[TASK DETAILS]
Identify all lines of the data containing the string "Dhayari" and copy them.

[DATASET EXTRACT]
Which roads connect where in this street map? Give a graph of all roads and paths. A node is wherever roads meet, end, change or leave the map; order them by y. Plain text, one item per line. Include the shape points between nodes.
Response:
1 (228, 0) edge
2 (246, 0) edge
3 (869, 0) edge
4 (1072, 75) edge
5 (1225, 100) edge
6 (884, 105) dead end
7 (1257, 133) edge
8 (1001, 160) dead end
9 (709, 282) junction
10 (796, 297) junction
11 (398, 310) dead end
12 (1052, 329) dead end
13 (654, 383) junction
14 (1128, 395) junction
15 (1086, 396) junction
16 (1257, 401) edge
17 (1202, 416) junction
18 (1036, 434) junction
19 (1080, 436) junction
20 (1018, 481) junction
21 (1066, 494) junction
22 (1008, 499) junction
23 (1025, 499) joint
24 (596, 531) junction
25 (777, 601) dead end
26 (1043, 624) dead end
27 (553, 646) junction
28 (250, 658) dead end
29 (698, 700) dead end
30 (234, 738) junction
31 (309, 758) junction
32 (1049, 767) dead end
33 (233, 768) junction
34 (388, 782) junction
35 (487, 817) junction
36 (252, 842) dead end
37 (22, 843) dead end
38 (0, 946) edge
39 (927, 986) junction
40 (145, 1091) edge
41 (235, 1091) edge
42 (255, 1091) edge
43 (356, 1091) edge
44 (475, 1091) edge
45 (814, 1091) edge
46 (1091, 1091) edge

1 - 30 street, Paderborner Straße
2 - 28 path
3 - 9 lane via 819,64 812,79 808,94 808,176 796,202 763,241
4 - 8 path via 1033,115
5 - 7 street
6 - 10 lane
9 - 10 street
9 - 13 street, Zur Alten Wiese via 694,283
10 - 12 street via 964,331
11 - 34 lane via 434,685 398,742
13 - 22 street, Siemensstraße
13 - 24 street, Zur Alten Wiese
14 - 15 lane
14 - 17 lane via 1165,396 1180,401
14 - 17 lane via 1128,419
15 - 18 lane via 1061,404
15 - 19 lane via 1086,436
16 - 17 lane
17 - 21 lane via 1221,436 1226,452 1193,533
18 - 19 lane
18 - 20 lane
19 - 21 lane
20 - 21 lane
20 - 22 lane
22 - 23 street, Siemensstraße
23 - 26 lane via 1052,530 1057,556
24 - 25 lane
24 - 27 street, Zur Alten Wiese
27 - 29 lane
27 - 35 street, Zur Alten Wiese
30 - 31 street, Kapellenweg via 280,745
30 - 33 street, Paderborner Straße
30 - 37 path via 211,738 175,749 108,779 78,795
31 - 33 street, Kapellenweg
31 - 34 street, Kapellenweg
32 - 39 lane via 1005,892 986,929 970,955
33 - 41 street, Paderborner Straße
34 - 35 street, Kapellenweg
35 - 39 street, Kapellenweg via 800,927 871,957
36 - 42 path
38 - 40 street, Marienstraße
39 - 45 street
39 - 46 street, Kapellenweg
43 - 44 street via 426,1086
--
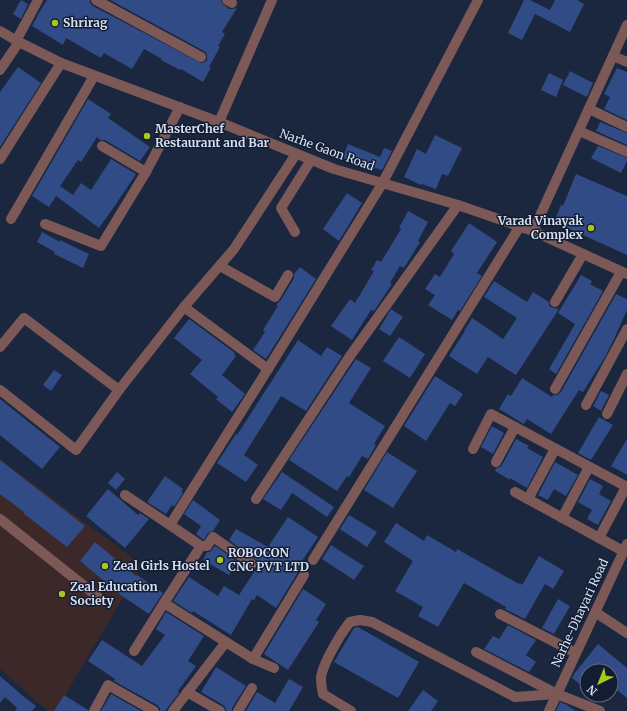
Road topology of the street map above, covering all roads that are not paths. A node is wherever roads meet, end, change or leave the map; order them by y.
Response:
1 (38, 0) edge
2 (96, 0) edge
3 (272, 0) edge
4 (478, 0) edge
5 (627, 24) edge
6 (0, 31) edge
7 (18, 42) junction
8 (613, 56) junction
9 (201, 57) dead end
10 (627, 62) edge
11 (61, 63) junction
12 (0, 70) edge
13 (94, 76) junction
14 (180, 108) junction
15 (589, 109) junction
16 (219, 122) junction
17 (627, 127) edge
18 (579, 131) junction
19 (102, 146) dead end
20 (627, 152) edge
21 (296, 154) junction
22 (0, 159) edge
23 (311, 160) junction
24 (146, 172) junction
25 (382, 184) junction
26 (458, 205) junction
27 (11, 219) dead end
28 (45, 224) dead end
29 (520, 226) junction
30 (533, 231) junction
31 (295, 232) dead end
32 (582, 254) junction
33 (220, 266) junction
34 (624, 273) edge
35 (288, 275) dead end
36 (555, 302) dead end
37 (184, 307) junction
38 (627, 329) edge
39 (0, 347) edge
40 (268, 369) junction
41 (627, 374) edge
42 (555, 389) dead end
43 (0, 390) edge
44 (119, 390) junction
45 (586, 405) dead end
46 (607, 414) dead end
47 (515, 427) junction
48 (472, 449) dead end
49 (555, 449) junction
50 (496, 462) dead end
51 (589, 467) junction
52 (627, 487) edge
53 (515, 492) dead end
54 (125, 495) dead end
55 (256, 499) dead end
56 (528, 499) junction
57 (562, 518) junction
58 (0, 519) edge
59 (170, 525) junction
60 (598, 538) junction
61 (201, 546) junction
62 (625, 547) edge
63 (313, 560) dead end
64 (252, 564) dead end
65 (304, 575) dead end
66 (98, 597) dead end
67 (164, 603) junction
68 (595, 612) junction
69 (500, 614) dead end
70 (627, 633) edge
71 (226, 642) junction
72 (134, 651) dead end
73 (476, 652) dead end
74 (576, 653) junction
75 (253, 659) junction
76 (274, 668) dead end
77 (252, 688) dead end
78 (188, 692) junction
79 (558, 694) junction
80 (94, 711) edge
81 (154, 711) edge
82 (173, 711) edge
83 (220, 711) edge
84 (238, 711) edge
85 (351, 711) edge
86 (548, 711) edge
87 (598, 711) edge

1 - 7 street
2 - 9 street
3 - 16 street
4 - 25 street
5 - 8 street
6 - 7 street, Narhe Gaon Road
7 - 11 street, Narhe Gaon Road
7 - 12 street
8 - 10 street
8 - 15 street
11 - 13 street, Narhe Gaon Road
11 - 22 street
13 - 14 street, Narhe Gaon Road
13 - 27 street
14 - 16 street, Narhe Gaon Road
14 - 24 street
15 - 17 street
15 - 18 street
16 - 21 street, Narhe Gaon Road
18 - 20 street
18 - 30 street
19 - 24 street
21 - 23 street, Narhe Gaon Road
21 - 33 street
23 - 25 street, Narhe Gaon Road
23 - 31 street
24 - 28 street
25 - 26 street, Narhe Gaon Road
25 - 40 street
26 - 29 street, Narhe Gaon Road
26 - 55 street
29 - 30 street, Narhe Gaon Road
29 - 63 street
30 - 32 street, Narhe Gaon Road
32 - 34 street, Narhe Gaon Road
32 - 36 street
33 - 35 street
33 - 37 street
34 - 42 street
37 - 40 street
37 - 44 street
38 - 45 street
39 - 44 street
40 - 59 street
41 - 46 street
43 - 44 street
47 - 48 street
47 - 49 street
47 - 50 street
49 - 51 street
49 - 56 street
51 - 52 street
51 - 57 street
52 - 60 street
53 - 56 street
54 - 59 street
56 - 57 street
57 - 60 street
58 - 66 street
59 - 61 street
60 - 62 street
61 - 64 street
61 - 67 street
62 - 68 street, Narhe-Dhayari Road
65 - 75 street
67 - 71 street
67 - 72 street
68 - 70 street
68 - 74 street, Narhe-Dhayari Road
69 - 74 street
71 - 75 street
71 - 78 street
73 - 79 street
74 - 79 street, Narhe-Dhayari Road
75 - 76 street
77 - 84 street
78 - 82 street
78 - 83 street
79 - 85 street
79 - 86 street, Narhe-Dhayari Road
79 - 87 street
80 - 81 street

[EXPECTED ANSWER]
62 - 68 street, Narhe-Dhayari Road
68 - 74 street, Narhe-Dhayari Road
74 - 79 street, Narhe-Dhayari Road
79 - 86 street, Narhe-Dhayari Road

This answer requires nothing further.